Given the records underneath, please repeat exactly the lines from the line with "middle pip: (189, 105)" through the line with "index tip: (103, 289)", passing over any picture.

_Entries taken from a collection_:
══════

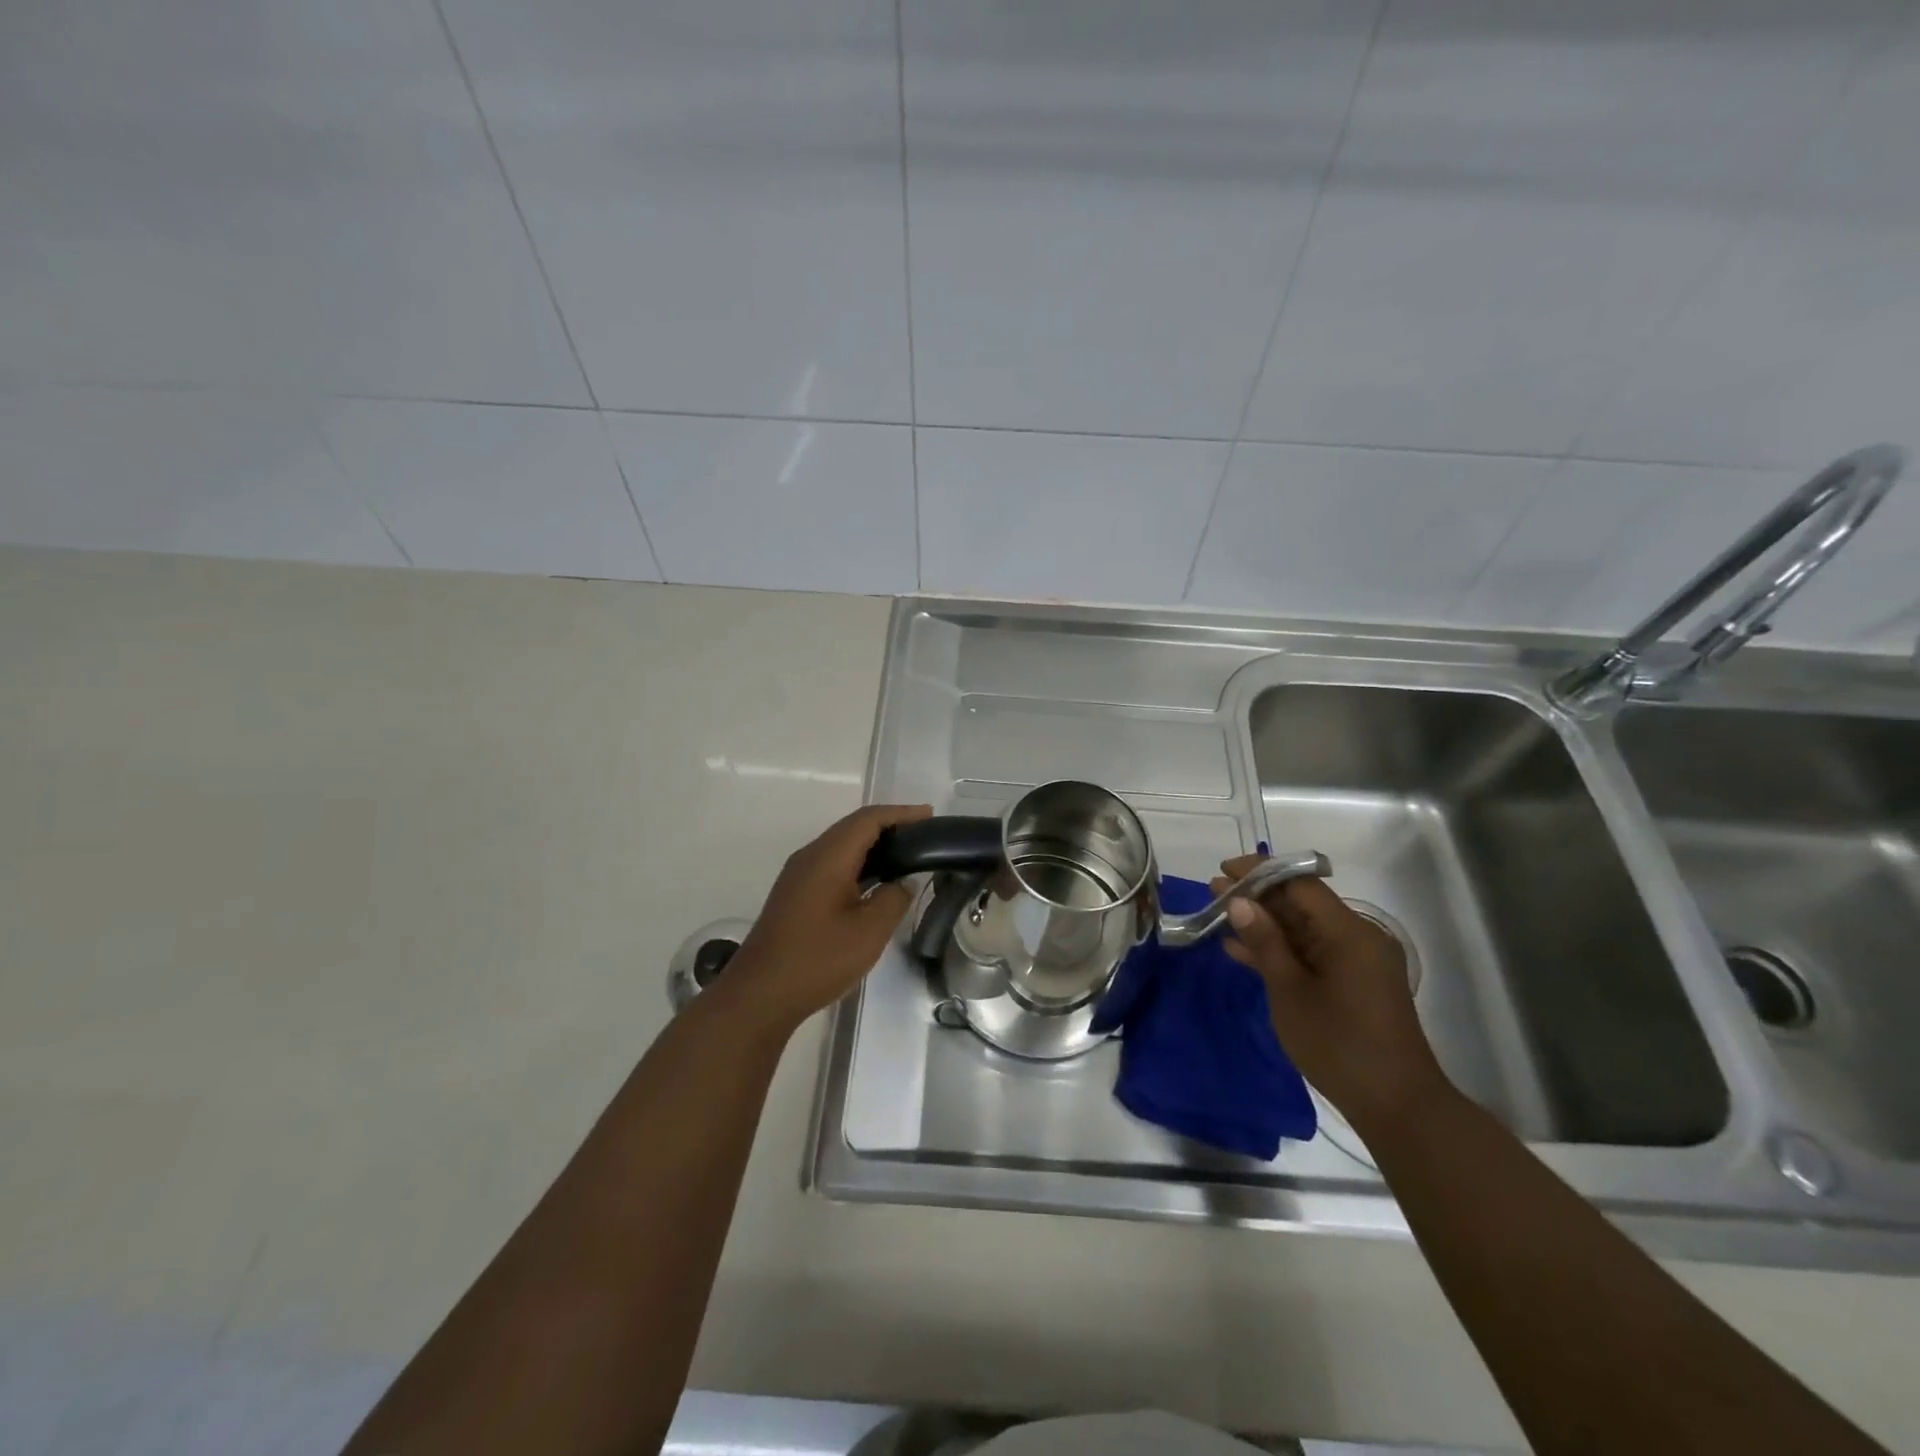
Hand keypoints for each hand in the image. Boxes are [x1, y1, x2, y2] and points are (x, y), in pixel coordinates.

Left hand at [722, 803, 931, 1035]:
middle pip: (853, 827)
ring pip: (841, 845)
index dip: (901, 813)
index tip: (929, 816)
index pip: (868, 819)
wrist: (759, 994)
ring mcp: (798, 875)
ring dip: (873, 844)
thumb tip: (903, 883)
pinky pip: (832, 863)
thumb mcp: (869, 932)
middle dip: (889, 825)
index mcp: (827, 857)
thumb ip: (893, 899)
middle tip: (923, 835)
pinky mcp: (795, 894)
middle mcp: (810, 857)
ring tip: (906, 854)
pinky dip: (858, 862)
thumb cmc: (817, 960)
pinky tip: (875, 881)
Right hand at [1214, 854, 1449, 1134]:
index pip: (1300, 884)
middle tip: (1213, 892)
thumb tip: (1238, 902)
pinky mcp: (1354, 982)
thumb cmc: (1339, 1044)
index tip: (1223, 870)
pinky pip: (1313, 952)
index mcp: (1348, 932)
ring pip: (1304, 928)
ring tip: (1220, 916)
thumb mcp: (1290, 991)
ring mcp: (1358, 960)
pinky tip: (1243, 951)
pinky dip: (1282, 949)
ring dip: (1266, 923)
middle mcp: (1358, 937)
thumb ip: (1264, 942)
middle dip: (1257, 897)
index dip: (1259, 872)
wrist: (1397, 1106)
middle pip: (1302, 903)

══════

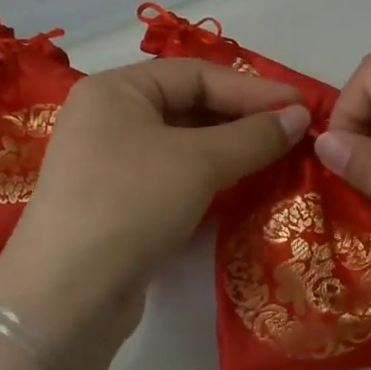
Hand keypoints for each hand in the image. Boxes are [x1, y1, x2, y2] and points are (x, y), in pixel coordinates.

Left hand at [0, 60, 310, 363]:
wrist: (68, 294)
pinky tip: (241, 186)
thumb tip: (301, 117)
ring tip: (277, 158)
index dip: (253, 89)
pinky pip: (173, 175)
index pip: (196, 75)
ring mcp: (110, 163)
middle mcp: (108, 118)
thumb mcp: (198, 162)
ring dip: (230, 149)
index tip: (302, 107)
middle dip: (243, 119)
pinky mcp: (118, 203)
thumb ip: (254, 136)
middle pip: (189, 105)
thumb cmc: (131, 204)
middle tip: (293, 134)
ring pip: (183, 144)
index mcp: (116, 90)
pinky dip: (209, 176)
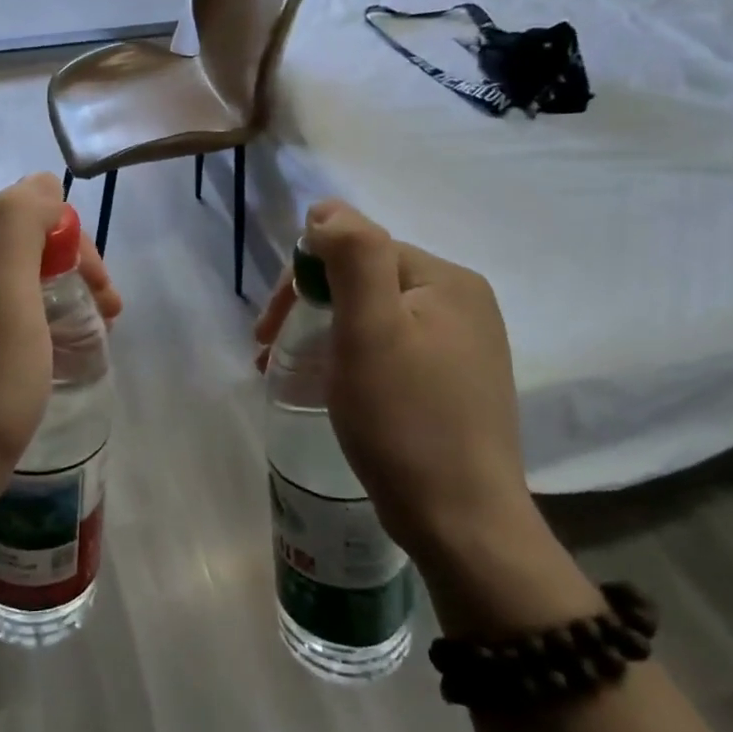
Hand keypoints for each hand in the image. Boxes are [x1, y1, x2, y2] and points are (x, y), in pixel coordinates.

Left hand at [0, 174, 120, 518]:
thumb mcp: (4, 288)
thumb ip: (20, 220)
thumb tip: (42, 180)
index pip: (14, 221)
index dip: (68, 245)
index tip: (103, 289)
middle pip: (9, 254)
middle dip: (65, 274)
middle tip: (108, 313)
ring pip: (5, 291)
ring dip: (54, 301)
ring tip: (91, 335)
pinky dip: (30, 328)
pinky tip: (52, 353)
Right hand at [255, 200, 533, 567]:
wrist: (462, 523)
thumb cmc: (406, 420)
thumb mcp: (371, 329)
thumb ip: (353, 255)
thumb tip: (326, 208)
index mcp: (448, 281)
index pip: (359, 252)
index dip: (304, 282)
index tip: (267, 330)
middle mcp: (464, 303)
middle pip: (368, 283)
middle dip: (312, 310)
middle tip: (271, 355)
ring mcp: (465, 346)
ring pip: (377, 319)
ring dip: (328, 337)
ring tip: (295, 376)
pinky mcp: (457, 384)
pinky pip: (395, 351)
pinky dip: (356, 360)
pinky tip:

══════

_Solution for this exercise_:
middle pip: (189, 105)
thumb cmc: (131, 204)
middle tip: (293, 134)
ring pip: (183, 144)
index mcp: (116, 90)
pinky dip: (209, 176)
Hand keypoints for each hand in the image. Boxes are [x1, y1, x2, y2] and points are (x, y), in pixel coordinates.

Left hand at [0, 174, 120, 518]:
thumb mcp: (4, 288)
thumb ip: (20, 220)
thumb tip: (42, 180)
index pip: (14, 221)
index dip: (68, 245)
index tip: (103, 289)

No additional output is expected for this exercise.